The 4th section makes provision for the case of infants, femmes covertes, &c., and the absence of defendants beyond seas.

Then comes the 5th section, which provides—

That if any acknowledgment shall have been made, either by writing signed by the party liable by virtue of such indenture, specialty or recognizance, or his agent, or by part payment or part satisfaction on account of any principal or interest being then due thereon, it shall and may be lawful for the person or persons entitled to such actions to bring his or their action for the money remaining unpaid, and so acknowledged to be due, within twenty years after such acknowledgment by writing or part payment or part satisfaction as aforesaid, or in case the person or persons entitled to such action shall at the time of such acknowledgment be under such disability as aforesaid, or the party making such acknowledgments, at the time of making the same beyond the seas, then within twenty years after such disability shall have ceased as aforesaid, or the party shall have returned from beyond the seas, as the case may be, and the plaintiff or plaintiffs in any such action on any indenture, specialty or recognizance, may by way of replication, state such acknowledgment and that such action was brought within the time aforesaid in answer to a plea of this statute.

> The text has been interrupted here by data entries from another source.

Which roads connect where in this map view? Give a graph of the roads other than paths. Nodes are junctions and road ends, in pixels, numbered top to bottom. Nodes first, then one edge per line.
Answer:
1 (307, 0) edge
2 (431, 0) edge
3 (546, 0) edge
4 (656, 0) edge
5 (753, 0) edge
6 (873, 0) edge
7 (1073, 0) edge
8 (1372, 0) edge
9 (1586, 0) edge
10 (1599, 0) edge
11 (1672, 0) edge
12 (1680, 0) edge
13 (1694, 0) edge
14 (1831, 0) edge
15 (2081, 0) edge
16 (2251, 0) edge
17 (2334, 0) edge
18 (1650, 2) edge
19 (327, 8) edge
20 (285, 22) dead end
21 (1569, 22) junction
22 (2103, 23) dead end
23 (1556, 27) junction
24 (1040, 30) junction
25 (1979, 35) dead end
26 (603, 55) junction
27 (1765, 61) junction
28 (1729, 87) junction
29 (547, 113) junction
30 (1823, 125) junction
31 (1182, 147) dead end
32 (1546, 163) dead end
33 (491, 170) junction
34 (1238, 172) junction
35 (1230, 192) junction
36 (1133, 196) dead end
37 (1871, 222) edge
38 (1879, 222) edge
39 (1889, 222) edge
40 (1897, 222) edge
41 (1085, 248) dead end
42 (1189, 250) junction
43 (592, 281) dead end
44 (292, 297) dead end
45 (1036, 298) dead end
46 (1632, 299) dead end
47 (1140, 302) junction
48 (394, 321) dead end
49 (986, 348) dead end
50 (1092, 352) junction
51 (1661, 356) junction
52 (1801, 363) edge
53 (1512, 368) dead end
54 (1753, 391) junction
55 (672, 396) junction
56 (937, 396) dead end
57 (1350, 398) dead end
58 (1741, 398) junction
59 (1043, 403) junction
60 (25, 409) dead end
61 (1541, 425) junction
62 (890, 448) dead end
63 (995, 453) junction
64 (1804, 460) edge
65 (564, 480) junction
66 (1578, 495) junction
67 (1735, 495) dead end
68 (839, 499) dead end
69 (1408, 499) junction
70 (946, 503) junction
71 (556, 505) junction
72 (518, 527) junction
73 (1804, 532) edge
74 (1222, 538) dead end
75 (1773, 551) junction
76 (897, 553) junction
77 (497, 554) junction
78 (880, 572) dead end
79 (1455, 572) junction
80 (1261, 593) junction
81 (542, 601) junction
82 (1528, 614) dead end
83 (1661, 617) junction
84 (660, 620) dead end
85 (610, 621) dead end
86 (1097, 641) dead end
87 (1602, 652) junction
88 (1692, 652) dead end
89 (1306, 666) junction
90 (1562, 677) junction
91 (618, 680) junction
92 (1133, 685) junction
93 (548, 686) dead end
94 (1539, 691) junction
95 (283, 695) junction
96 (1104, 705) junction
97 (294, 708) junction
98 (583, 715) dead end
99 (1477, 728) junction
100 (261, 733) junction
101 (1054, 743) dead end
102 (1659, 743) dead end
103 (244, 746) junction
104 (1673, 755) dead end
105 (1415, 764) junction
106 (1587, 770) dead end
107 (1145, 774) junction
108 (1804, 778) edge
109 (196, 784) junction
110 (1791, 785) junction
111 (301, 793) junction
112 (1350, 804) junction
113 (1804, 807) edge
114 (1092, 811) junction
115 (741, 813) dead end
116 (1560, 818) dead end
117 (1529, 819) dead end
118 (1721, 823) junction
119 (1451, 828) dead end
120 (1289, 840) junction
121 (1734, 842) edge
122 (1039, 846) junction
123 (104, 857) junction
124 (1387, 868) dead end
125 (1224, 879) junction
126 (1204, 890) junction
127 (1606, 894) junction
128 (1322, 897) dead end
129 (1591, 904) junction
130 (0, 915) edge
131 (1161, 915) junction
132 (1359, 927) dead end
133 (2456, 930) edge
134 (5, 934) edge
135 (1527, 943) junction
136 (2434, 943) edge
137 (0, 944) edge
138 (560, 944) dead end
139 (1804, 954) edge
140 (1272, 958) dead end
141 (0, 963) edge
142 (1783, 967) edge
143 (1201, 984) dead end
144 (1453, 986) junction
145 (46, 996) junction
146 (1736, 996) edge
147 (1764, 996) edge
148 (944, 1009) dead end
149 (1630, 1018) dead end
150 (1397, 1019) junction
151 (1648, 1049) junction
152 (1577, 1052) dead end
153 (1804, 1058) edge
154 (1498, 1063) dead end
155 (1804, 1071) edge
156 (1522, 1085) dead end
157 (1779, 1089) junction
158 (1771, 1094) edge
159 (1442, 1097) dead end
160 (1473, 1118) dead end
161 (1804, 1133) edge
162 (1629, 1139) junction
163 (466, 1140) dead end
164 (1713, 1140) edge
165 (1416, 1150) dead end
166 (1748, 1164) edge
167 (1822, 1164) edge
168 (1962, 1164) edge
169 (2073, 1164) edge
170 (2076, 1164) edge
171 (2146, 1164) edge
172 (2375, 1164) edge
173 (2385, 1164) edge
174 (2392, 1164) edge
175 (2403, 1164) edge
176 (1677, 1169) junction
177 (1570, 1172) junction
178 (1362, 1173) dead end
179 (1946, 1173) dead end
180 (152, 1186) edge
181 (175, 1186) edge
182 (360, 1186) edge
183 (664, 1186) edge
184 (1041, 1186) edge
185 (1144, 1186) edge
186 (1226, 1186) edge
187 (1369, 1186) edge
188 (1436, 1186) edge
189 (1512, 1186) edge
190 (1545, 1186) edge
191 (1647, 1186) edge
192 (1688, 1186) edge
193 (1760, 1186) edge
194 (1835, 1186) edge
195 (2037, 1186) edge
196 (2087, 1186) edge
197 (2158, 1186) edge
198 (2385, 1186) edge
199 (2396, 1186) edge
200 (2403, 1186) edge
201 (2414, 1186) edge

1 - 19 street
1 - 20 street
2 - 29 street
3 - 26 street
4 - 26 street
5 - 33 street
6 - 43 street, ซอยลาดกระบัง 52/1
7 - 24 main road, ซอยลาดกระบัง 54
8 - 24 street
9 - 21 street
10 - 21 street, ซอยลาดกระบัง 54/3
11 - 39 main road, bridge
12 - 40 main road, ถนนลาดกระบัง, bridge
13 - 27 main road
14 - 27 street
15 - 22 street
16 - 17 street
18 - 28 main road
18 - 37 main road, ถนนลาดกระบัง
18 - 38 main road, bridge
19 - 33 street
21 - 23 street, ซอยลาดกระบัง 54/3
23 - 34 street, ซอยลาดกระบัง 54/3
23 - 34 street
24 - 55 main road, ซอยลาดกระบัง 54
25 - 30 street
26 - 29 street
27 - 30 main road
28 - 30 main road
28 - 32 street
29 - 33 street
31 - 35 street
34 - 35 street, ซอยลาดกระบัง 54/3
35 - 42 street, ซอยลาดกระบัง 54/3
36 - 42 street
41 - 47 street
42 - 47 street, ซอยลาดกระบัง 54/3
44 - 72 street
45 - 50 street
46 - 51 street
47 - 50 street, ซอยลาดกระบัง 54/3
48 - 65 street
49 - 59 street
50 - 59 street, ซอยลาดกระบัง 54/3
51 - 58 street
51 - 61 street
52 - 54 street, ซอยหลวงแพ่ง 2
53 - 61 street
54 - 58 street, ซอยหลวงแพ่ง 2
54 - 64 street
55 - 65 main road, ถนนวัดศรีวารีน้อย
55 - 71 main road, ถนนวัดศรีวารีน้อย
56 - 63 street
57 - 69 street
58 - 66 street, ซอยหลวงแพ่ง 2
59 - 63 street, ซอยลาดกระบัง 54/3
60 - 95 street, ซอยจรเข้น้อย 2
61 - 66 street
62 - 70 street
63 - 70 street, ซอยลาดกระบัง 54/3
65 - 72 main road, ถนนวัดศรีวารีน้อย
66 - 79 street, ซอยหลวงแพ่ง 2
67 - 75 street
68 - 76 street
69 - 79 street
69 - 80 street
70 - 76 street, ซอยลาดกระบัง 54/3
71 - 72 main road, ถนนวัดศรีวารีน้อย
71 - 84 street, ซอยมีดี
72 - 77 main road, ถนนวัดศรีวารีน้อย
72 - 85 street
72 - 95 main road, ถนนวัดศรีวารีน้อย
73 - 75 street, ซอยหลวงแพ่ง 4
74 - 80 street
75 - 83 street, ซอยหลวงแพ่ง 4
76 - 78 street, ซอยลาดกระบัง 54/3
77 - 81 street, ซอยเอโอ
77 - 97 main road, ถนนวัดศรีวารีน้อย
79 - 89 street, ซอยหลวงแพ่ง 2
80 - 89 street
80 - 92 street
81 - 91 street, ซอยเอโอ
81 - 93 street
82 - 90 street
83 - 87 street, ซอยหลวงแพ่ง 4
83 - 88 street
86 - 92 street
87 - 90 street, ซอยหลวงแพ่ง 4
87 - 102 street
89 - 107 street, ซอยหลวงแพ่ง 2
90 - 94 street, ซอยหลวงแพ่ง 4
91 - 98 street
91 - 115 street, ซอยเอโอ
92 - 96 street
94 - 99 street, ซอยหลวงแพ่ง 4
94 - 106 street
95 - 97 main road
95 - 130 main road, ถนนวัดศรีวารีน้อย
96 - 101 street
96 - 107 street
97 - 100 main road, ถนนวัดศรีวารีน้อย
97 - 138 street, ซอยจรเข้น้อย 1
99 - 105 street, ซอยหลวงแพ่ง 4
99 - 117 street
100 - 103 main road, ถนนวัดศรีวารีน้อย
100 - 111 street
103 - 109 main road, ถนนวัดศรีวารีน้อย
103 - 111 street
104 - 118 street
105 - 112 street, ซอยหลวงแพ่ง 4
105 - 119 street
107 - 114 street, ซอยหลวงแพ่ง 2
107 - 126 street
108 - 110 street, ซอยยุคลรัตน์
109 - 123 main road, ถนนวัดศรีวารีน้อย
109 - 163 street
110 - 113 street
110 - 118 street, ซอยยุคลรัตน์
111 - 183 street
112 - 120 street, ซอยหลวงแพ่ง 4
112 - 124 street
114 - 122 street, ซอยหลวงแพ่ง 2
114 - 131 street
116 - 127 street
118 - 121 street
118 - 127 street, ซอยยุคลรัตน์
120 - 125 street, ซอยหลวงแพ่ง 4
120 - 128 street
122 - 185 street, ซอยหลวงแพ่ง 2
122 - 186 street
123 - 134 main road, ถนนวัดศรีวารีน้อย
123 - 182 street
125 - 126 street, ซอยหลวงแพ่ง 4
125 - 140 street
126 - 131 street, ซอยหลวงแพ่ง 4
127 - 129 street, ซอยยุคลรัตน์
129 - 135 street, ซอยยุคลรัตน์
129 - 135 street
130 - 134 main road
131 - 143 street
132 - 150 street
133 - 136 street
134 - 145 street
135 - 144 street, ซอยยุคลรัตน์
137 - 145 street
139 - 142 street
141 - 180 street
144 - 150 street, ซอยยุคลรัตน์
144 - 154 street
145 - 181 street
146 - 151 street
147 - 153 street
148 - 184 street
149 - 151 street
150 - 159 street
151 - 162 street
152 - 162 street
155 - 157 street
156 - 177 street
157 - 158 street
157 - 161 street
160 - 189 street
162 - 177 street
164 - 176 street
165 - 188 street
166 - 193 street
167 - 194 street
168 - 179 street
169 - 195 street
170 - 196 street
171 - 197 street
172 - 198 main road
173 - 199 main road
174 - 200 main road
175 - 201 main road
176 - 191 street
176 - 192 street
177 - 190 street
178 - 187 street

Now, if the present question arose under this statute

[Page 666]

the payments by Howe would have had the effect of preserving the original action in its integrity against White and his heirs and executors upon that bond. That point was decided by Lord Chancellor Cranworth, assisted by two common law judges, Williams and Crowder, JJ., after a most careful examination of the statute, in Roddam v. Morley[12]. In the opinion delivered by the common law judges, they say that it never had been at all doubted, either at the bar or on the bench, but that the act extends as well to the case of a bond with several obligors as also to the case where the liability has been transferred by death to a representative of the party originally liable, and that if one of several obligors were to make the requisite acknowledgment, it had never been disputed that this would be an acknowledgment by the party liable, within the intention of the statute, and that it follows from thence, that the words: "The party liable or his "agent," are to be read as if they were "the party "or parties liable by virtue of the bond, &c., &c., or any "of them, or his, her, or their agents," and Lord Chancellor Cranworth, in giving judgment, says:

I have come to the conclusion that when a part payment, or payment of interest, has been made which has the effect of preserving any right of action, that right will be saved not only against the party making the payment, but also against all other parties liable on the specialty.

It was held in that case, that where a tenant for life of devised real estate had for many years, and up to the time of his death regularly paid interest on a bond of his devisor, in which the heirs were bound, such payment of interest by the tenant for life was an acknowledgment within the meaning of the proviso of 3 & 4 William IV., ch. 42, sec. 5, and kept the bond alive in its integrity as against the devisee in remainder. The

[Page 667]

provision of the New Brunswick statute upon this point is very different. By the 85th chapter of the Consolidated Statutes of New Brunswick, sec. 1, it is enacted that no action upon any judgment, recognisance, bond or other specialty shall be brought but within twenty years after the cause of action. By sec. 5:

No acknowledgment or promise shall be evidence of a new and continuing contract or liability whereby to take any case out of the operation of the provisions of this chapter, or to deprive any party of the benefit thereof, unless such acknowledgment or promise be in writing signed by the party chargeable thereby, but a payment made on account of any such debt shall have the effect of such acknowledgment or promise.

And by section 6—

No person, jointly contracting or liable, or his representatives, shall be answerable for or by reason of any payment, acknowledgment or promise of his co-contractor or debtor, or his representatives.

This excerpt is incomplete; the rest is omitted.